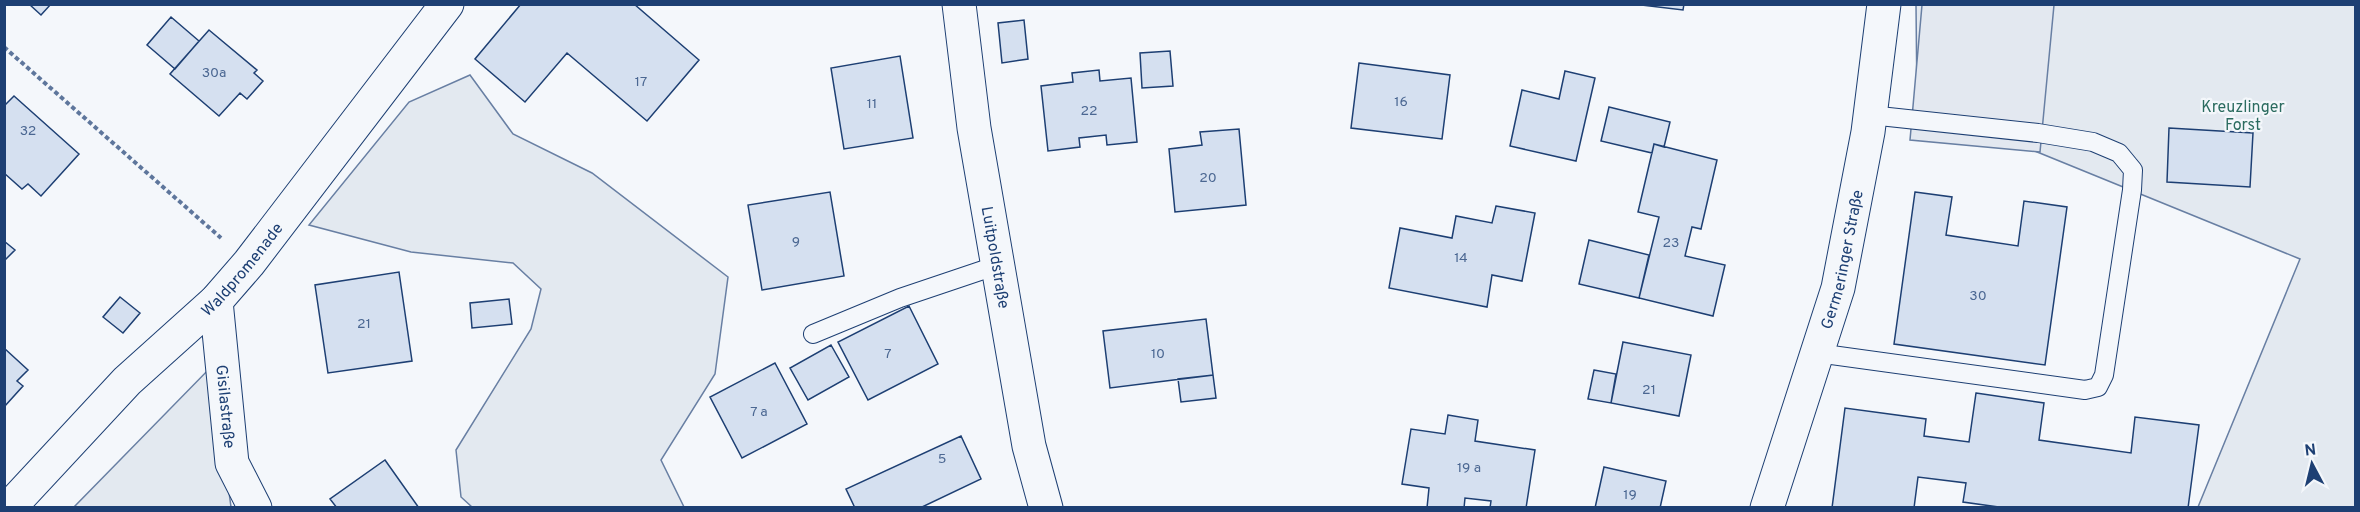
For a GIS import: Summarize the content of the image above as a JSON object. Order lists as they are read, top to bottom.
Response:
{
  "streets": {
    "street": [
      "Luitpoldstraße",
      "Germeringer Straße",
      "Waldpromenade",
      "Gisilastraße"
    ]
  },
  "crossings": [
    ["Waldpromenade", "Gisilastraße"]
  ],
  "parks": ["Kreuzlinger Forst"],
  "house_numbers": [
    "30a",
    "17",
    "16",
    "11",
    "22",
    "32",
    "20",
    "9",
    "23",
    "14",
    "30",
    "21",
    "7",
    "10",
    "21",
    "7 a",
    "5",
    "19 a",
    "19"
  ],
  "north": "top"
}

= = = = =

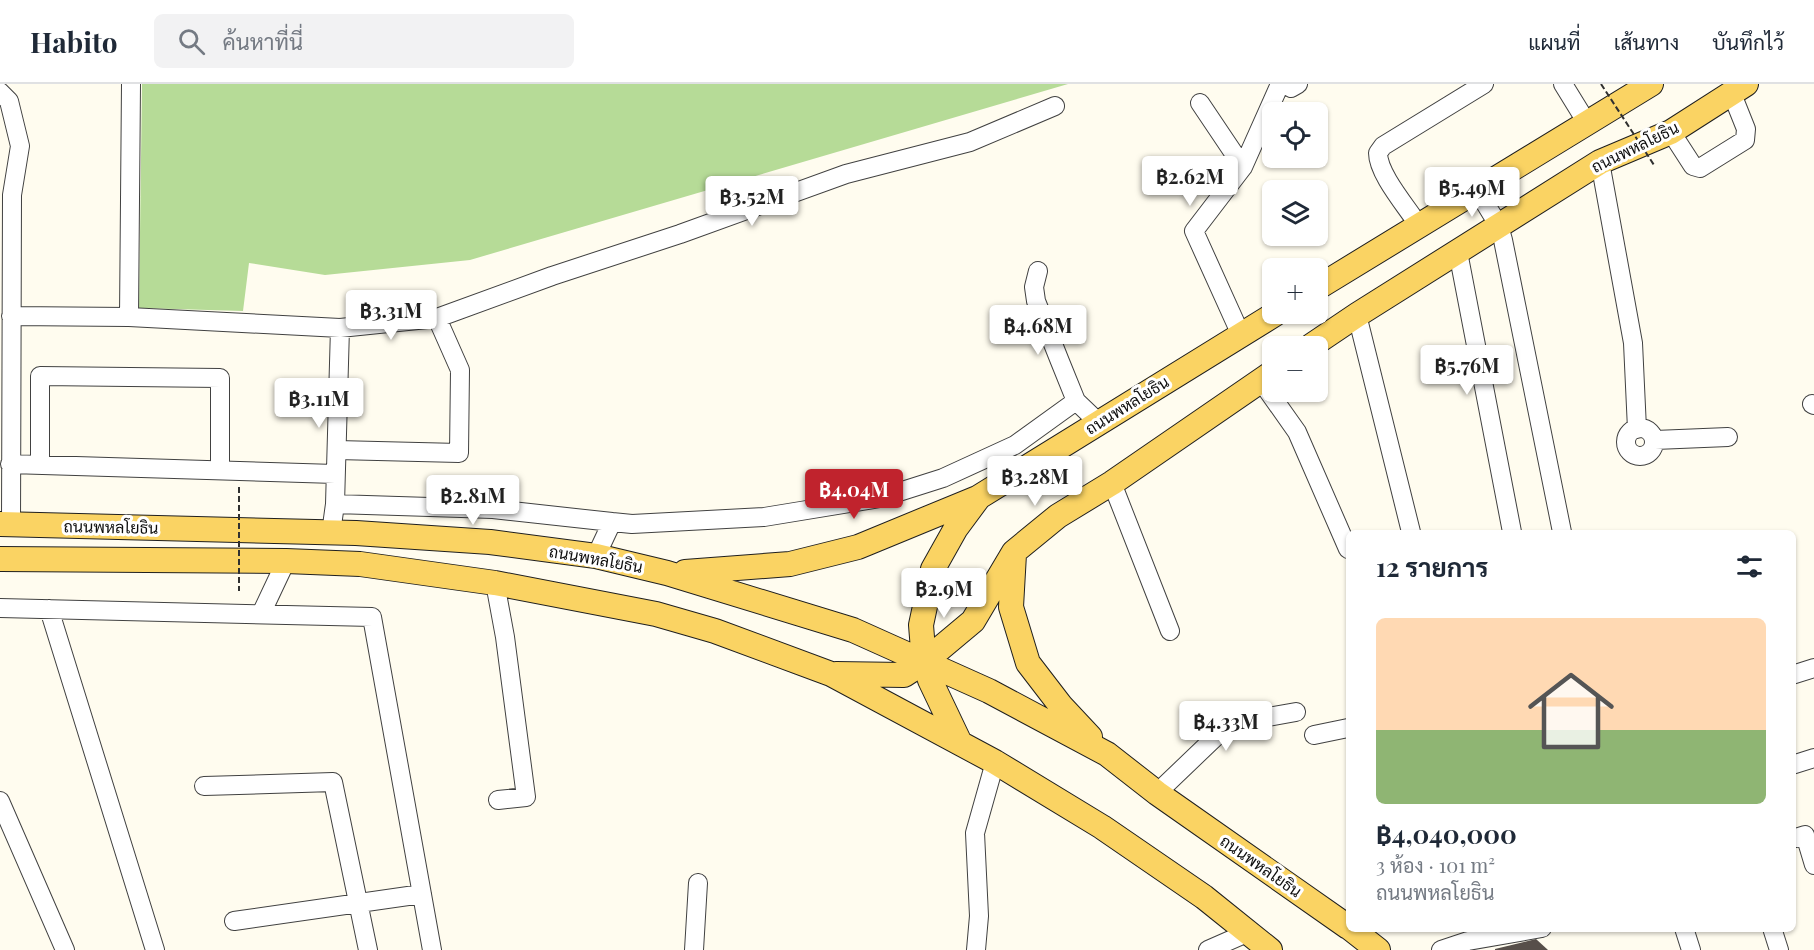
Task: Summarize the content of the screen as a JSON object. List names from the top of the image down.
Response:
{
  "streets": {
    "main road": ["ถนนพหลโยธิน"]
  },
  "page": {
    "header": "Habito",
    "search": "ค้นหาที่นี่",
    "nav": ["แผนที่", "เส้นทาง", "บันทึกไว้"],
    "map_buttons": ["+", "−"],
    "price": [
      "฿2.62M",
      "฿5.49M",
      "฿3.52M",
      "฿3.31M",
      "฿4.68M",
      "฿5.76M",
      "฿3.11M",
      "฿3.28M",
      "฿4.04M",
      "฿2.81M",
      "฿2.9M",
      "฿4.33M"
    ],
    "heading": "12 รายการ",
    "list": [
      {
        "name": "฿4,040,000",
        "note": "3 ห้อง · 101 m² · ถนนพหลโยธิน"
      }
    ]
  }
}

= = = = =

[Problem description] Throughout the listing, how many lines contain the string "object"? Give the number on its own.

[Solution to this exercise] 2